Your instructions:
Find all lines in the records that include the word "bottom", and copy them out.

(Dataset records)
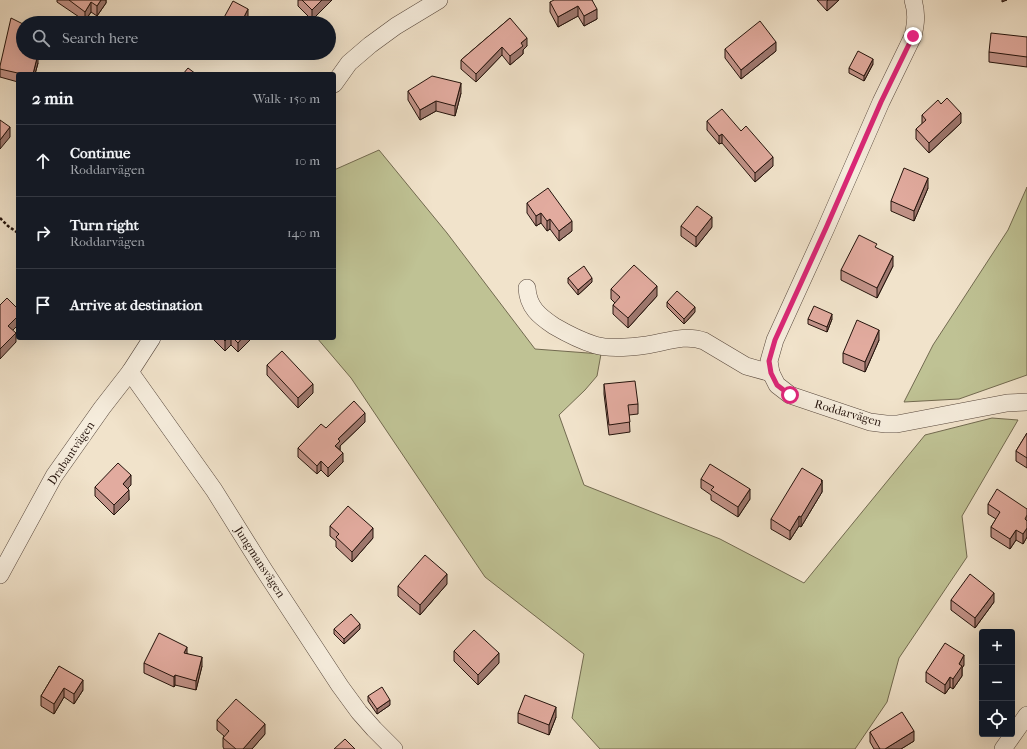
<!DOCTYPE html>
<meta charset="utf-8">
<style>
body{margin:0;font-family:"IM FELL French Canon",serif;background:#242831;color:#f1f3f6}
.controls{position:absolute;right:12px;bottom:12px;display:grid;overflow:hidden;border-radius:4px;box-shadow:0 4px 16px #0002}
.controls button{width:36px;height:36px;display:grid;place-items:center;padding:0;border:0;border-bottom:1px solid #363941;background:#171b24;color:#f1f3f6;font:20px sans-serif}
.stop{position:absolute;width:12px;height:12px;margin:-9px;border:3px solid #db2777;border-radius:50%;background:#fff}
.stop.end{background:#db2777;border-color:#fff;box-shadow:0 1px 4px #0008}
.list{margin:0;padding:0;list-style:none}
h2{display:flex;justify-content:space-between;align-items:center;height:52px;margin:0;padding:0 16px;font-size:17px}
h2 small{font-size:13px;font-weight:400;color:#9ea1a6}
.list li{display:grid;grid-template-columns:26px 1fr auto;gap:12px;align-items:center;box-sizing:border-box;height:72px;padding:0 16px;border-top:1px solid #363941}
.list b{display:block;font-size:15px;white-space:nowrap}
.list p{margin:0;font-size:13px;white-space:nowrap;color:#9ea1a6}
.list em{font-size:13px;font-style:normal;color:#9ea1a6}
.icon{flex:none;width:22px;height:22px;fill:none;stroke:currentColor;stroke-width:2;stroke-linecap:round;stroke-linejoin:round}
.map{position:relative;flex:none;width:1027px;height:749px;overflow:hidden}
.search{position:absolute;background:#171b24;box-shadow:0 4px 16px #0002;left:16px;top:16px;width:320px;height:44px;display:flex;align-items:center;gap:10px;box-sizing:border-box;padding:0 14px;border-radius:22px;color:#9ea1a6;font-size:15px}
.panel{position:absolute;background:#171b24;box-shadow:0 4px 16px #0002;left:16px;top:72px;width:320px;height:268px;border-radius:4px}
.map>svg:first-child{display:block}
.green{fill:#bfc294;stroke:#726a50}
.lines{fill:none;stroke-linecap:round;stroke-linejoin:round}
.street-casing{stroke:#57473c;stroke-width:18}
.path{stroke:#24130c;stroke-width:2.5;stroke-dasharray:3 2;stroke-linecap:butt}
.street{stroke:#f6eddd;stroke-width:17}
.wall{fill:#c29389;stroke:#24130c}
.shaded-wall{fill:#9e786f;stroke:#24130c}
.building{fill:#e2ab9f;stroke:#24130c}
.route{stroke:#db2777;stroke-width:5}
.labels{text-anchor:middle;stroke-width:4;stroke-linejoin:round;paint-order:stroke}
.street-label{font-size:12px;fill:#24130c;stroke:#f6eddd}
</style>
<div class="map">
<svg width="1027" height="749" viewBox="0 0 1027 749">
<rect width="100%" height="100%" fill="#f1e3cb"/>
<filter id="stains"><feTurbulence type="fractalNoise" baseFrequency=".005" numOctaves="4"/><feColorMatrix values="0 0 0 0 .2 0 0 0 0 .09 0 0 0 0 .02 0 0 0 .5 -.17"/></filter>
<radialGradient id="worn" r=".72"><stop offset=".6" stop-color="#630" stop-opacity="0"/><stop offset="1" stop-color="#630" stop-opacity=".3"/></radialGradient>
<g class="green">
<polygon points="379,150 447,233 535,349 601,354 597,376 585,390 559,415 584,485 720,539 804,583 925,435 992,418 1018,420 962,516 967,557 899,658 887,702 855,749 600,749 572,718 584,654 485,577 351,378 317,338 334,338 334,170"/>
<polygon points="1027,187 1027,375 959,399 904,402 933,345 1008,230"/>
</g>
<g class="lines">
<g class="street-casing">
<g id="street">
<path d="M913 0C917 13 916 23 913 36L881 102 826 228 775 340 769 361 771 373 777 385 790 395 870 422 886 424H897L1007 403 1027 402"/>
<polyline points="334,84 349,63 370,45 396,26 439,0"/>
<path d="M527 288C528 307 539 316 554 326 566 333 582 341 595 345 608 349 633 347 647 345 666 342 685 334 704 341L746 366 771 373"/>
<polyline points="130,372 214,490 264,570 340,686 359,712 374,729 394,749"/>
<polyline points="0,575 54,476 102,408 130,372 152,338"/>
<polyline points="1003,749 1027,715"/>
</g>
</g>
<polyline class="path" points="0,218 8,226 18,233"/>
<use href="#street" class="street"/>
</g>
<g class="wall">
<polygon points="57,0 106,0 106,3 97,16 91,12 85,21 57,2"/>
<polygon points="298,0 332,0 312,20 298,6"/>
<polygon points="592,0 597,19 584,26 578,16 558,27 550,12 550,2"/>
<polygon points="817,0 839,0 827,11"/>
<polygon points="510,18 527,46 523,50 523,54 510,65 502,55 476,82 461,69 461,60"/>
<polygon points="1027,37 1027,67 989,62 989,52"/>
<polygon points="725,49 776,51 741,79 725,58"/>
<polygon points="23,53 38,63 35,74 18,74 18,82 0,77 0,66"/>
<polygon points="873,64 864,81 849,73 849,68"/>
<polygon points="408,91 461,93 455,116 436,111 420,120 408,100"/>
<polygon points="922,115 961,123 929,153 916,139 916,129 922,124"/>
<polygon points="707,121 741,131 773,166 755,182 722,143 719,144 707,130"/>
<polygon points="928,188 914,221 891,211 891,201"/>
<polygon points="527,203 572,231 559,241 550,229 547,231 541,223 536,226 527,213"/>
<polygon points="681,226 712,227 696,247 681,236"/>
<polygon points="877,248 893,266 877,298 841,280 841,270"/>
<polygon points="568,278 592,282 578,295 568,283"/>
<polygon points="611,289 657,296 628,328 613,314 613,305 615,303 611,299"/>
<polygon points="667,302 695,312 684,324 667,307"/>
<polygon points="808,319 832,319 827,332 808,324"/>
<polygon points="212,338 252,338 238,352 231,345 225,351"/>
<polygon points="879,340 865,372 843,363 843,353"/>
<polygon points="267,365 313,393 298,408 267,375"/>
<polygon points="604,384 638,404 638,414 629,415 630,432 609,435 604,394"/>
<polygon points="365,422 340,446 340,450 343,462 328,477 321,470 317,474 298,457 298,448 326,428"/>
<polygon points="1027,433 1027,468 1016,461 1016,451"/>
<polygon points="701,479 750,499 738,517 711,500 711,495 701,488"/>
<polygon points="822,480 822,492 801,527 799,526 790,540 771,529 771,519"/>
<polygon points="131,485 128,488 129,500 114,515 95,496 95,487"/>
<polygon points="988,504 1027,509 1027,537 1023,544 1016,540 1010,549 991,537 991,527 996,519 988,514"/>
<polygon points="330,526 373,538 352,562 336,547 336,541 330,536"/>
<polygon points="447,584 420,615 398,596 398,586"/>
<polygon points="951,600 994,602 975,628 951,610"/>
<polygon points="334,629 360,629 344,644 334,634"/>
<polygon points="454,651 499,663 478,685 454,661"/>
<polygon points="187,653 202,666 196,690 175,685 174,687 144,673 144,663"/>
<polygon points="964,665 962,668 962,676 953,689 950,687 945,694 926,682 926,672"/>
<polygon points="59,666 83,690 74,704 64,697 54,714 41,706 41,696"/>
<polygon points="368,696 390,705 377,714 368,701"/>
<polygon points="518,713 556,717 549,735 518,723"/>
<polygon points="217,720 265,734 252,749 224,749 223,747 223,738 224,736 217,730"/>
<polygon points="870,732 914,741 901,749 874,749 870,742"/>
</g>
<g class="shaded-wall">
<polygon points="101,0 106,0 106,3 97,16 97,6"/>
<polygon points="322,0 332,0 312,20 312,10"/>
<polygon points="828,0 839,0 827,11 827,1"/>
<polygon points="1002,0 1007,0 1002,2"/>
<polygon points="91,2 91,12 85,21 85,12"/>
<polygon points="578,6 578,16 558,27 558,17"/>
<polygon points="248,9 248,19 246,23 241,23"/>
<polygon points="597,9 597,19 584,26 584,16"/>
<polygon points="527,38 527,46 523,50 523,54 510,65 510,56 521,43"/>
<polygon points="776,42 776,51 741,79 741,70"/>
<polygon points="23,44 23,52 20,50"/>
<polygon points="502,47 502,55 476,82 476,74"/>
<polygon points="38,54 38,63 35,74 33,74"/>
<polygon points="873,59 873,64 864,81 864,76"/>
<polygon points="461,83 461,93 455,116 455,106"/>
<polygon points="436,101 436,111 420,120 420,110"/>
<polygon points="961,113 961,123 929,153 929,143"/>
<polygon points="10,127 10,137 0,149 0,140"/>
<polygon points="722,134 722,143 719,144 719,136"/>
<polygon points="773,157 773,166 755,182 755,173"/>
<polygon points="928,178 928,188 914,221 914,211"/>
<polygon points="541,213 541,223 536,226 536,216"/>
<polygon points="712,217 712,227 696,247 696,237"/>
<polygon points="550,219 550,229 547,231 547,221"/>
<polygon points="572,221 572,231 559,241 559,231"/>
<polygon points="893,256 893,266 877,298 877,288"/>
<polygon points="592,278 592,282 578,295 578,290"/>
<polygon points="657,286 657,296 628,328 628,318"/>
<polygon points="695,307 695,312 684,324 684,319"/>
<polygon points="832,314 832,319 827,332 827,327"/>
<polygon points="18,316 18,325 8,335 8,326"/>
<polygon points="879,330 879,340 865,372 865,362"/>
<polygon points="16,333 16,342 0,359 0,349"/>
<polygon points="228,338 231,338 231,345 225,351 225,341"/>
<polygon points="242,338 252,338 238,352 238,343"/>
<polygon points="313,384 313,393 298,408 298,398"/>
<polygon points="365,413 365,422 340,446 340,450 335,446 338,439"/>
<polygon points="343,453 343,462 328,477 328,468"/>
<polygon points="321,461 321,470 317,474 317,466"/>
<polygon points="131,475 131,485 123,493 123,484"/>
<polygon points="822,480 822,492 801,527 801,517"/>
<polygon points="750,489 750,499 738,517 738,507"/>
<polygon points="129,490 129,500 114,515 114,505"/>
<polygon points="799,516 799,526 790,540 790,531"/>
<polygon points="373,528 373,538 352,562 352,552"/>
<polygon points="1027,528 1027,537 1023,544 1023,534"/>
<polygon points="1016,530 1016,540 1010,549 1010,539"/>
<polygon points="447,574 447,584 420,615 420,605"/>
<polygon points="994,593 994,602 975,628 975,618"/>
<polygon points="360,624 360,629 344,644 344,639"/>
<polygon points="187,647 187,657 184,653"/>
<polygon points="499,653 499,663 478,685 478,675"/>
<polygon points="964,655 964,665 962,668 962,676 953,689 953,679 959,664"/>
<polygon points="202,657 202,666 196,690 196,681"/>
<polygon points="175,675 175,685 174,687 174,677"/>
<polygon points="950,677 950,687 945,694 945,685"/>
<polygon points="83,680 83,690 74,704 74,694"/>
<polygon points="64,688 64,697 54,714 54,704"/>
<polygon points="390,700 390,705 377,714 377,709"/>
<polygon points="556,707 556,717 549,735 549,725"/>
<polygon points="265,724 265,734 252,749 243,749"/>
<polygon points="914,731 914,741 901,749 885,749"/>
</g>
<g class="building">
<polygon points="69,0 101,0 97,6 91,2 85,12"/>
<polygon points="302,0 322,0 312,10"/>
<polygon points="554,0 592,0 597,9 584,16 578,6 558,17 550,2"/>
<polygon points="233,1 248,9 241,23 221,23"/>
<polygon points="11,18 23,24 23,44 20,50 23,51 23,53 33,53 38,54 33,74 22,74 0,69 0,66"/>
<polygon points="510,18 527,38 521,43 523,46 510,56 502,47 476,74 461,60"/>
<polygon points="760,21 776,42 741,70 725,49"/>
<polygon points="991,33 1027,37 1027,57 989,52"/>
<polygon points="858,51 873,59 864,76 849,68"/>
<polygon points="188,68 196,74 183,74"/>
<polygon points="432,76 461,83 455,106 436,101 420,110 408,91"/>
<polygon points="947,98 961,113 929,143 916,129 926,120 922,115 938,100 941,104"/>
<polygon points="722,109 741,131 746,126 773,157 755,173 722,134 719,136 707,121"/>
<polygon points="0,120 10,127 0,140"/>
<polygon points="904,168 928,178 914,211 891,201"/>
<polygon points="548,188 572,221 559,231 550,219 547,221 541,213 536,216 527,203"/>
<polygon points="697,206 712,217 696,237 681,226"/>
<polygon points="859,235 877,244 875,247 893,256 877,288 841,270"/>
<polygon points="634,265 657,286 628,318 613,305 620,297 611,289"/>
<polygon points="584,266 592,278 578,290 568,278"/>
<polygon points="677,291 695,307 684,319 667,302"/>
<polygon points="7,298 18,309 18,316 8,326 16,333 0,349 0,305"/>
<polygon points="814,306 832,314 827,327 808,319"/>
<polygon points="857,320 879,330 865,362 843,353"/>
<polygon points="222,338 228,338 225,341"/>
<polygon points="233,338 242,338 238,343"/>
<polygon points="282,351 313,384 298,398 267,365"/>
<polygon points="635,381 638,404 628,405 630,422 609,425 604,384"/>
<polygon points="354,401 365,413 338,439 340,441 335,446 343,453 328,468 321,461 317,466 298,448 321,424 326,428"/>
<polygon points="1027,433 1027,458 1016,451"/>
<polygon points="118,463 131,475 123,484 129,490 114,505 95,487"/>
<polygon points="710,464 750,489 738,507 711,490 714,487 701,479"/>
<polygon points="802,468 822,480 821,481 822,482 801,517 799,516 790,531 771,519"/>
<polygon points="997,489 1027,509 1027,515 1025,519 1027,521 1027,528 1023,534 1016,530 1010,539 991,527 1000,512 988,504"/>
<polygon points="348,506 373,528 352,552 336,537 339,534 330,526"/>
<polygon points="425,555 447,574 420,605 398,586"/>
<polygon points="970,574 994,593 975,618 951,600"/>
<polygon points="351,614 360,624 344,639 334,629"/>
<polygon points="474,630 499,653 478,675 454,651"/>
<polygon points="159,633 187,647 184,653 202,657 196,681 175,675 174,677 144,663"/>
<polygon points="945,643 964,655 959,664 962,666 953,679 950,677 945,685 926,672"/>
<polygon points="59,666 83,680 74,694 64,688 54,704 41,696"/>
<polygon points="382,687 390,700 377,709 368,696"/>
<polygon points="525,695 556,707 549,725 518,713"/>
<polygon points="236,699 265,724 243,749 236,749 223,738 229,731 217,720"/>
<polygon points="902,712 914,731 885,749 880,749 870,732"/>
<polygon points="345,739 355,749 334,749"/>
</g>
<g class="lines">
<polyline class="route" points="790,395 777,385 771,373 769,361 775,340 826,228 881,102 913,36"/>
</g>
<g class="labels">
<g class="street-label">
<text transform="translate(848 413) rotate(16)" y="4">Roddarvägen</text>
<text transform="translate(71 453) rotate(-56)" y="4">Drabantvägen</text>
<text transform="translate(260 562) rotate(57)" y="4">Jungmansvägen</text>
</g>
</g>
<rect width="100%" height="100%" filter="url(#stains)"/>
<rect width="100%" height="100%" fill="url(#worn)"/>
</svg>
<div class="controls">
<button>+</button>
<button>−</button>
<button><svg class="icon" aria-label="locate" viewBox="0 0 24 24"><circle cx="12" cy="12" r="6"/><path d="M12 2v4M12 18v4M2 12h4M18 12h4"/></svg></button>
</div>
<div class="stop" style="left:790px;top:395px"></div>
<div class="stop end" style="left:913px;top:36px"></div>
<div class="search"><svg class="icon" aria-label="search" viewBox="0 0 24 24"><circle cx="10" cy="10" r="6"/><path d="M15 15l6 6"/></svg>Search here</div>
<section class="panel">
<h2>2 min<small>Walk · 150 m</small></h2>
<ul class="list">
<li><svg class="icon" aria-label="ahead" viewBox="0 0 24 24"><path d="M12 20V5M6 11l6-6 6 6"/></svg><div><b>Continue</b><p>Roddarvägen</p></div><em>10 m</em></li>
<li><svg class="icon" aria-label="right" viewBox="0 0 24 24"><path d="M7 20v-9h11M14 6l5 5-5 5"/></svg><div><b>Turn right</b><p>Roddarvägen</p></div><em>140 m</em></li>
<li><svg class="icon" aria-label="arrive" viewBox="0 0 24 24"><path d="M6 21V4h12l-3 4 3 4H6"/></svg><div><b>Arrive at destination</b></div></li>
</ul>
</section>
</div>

Response to the exercise:
.controls{position:absolute;right:12px;bottom:12px;display:grid;overflow:hidden;border-radius:4px;box-shadow:0 4px 16px #0002}
.controls button{width:36px;height:36px;display:grid;place-items:center;padding:0;border:0;border-bottom:1px solid #363941;background:#171b24;color:#f1f3f6;font:20px sans-serif}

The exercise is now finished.